This Friday 31 March marks International Trans Visibility Day.

As every year, this year we commemorate Trans Visibility Day 2023, but this time we do so in particular circumstances: with the law for real and effective equality passed and waiting for its effects to unfold.

In this context, the battle that has been waged in the media in recent years has focused almost exclusively on the criminalisation of trans women as a major feminist issue. However, other trans realities, such as non-binary people and trans men, have been silenced in the debates.

From FELGTBI+ we claim that non-binary people are part of the trans community, which due to political interests, despite the recommendations of the CGPJ’s opinion, have not been included in the regulation proposed by the law. A law that we defend but which is incomplete. And that from today we are committed to fight for this reality to be protected and included in state legislation.

Likewise, the campaign of dehumanisation and hatred that we have experienced in recent years, as I said before, has focused its hatred on the reality of trans women.

Today we want to call for the visibility of trans men and boys and their reality, who are unjustly invisibilised or ignored, and whose right to exist is not respected. That trans masculinity is diverse and is constructed on the basis of new paradigms of masculinity with feminist roots. That gender is something much more complex than a division into two categories and there is no single way of being non-binary. And to seek justification for a non-binary identity in an androgynous appearance is to perpetuate the belief that body and identity always go hand in hand.

That trans men are not butch, masculine lesbians, and that just like trans women, trans men are men.

Men with their own particularities and realities that must be respected. It is intolerable that trans men are attacked, from conservative sectors, as fugitives from their gender assigned at birth. That it is they and only they who should decide their lives, and that the health systems of the autonomous communities should provide specific resources for them in the field of reproductive health and also in the field of emotional health.

The words of high-ranking officials of the autonomous communities referring to the suicides of trans children because of the trans and LGTBI law are just a smokescreen that evidences the ghosting and neglect towards the health of trans people, and trans children in particular, by some administrations.

Non-binary people must also be recognised and not denied. Their identities have become a mockery for some and an easy target for others, but we must remember that what is not talked about does not exist. They are still people with specific needs, trapped in legal loopholes, and rendered invisible by their differences.

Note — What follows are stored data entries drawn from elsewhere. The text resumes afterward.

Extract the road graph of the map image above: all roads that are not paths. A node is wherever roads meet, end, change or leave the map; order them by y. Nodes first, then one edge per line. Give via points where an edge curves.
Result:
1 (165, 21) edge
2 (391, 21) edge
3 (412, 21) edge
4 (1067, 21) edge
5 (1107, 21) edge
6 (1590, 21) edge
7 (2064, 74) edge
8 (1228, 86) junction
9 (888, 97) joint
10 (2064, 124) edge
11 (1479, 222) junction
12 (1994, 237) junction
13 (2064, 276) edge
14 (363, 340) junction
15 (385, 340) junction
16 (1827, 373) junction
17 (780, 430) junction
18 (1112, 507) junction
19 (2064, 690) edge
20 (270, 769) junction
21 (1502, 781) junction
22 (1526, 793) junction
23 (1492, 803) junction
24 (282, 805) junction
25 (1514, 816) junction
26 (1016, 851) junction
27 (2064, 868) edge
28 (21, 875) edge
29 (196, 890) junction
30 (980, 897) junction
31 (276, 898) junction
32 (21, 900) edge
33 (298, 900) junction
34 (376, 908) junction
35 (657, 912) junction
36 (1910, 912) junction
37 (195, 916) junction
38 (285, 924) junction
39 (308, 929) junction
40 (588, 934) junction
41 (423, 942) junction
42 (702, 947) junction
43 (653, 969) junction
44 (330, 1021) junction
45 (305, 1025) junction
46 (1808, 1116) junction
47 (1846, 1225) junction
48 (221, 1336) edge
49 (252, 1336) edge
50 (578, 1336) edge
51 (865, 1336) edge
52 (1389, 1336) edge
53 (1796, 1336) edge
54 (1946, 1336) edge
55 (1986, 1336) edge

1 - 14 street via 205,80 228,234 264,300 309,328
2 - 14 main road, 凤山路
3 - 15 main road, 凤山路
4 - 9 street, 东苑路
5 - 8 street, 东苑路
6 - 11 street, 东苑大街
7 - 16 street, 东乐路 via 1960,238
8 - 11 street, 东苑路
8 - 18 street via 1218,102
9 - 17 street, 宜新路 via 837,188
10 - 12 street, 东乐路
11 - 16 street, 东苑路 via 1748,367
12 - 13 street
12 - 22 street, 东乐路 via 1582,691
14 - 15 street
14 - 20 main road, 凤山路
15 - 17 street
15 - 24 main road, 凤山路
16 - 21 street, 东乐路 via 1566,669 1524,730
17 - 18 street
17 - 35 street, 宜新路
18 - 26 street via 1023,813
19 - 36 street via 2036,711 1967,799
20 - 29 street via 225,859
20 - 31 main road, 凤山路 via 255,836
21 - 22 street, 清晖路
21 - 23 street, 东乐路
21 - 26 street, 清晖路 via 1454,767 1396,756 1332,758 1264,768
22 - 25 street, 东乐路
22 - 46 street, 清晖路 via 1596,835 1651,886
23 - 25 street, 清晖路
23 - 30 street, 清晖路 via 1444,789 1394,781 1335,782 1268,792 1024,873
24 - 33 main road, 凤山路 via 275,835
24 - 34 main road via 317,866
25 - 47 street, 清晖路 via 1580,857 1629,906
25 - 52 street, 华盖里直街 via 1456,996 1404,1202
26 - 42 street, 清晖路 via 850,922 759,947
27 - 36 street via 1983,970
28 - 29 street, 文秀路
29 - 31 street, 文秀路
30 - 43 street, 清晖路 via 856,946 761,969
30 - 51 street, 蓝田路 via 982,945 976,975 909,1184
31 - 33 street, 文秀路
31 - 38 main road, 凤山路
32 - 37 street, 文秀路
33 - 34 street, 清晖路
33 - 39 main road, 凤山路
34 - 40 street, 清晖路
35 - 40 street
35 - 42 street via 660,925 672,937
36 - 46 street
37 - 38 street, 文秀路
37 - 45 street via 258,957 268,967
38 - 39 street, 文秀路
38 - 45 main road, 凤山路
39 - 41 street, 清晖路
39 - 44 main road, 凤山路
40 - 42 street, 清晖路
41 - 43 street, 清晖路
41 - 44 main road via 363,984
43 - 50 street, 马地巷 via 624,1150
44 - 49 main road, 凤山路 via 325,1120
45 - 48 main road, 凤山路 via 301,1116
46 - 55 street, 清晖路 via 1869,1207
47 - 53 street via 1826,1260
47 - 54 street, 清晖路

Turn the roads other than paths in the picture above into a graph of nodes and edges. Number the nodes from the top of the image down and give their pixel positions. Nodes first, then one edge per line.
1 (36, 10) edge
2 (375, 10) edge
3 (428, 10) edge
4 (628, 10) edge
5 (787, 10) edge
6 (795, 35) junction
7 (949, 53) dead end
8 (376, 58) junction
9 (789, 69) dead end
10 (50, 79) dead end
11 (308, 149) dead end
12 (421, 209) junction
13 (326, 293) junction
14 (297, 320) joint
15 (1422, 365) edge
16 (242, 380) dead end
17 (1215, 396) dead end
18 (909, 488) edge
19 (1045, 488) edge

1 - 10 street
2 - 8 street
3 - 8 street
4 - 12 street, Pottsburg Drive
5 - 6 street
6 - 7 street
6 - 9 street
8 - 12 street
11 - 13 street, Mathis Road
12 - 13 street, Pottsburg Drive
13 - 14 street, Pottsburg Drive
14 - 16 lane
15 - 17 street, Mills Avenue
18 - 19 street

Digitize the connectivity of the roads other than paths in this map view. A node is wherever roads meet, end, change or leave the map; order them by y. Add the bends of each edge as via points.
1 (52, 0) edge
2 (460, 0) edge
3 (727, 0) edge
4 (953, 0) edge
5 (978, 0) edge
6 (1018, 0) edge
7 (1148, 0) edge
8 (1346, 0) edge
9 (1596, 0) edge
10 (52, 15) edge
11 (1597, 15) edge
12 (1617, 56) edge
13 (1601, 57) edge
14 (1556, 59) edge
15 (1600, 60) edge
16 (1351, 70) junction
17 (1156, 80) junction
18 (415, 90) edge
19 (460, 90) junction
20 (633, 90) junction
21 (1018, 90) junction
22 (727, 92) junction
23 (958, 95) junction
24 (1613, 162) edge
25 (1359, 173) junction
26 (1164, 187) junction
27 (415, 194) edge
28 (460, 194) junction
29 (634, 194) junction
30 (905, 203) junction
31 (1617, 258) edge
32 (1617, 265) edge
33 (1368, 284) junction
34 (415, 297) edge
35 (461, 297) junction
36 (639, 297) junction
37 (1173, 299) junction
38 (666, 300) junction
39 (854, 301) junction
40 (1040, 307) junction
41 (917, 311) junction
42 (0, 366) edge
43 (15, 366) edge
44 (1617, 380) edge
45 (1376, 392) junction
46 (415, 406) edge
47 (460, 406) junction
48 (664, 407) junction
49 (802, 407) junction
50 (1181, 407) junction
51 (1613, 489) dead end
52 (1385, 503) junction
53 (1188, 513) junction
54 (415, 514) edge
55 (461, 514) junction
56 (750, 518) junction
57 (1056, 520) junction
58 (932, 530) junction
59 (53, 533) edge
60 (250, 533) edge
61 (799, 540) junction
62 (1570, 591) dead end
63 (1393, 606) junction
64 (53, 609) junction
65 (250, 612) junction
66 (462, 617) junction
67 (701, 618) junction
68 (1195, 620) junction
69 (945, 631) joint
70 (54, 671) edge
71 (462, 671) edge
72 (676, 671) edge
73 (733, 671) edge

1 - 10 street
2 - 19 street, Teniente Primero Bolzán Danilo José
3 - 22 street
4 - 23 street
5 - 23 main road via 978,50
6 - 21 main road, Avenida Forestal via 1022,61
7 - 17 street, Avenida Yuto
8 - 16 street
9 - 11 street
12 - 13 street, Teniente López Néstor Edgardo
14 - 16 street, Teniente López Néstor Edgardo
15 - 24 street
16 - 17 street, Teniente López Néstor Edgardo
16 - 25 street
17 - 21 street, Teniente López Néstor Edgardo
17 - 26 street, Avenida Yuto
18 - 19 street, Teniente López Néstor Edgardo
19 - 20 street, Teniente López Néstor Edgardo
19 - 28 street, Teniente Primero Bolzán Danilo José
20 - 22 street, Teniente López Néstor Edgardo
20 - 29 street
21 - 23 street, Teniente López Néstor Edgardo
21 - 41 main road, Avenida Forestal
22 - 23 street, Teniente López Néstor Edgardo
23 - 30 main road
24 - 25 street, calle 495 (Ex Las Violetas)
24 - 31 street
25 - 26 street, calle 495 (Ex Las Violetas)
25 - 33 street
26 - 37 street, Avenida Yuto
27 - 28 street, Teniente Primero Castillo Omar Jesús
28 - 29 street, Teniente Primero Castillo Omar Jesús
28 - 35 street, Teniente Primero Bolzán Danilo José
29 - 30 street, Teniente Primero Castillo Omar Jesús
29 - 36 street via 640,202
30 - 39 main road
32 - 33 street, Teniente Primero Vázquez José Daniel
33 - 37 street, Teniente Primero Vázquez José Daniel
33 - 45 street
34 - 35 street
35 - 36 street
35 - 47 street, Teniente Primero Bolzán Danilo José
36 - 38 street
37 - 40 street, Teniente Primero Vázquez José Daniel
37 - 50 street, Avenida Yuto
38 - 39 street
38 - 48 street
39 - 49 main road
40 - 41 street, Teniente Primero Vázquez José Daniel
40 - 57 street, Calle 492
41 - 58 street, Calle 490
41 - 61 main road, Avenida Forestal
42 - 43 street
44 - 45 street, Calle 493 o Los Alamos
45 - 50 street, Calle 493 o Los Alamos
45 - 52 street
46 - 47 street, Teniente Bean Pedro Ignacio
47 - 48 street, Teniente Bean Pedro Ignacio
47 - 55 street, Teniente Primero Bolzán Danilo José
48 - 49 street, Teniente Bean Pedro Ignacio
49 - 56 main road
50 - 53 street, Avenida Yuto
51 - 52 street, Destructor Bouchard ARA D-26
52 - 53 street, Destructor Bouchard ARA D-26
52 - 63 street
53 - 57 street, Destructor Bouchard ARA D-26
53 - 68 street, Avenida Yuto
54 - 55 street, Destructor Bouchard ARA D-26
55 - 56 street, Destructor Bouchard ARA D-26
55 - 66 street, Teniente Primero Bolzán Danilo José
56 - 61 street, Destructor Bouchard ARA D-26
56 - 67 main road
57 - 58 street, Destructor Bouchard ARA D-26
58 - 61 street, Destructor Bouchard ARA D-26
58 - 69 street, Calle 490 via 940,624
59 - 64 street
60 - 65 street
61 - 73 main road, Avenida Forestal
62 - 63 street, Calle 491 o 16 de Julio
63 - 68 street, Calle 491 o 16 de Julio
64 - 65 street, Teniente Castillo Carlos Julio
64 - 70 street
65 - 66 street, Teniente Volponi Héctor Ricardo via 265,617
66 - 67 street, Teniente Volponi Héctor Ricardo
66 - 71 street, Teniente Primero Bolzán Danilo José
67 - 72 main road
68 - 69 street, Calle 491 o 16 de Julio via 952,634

Just as we must respect the pronouns of binary people, we must also respect the pronouns of people who choose to speak about themselves with -e. Because many people, beyond health protocols, seek first and foremost an explicit recognition of their identity, a language in which their own names and pronouns are respected.

Because not using neutral language with those who ask for it, claiming that it is incorrect or that it does not exist, is a way of saying that their identities are not correct and do not exist. And we must not lose sight of the fact that there are non-binary people, and binary people too, whose needs are not contemplated by the health system, which establishes a rigid protocol that marks the transition of all of them.

We also denounce the lack of commitments made by administrations, such as the Catalan, Valencian and others, to carry out contracted mastectomies and to put an end to the endless waiting lists, which are nothing more than a hollowing out of the health system for trans people perpetrated by the pressure of the terf lobby.

Finally, we celebrate that we were in the final vote and, finally, the publication and entry into force of the law 4/2023, of 28 February, for the real and effective equality of trans people and for the guarantee of the rights of LGTBI people, is a reality. That this law improves key aspects for trans people, such as access to assisted reproduction for trans people with the capacity to gestate, that conversion therapies are prohibited and that it finally puts an end to the pathologisation of trans identities, in such a way that not only can we self-determine our identity but also that no treatment or reports can be demanded of us.

Undoubtedly, the achievements made in the area of minors and the regime imposed by this law in terms of sanctions and administrative matters are a step forward.

Today, the protagonism that trans women have not asked for is being demanded by trans men and boys and non-binary people. Because their visibility demonstrates their struggle to be and to exist.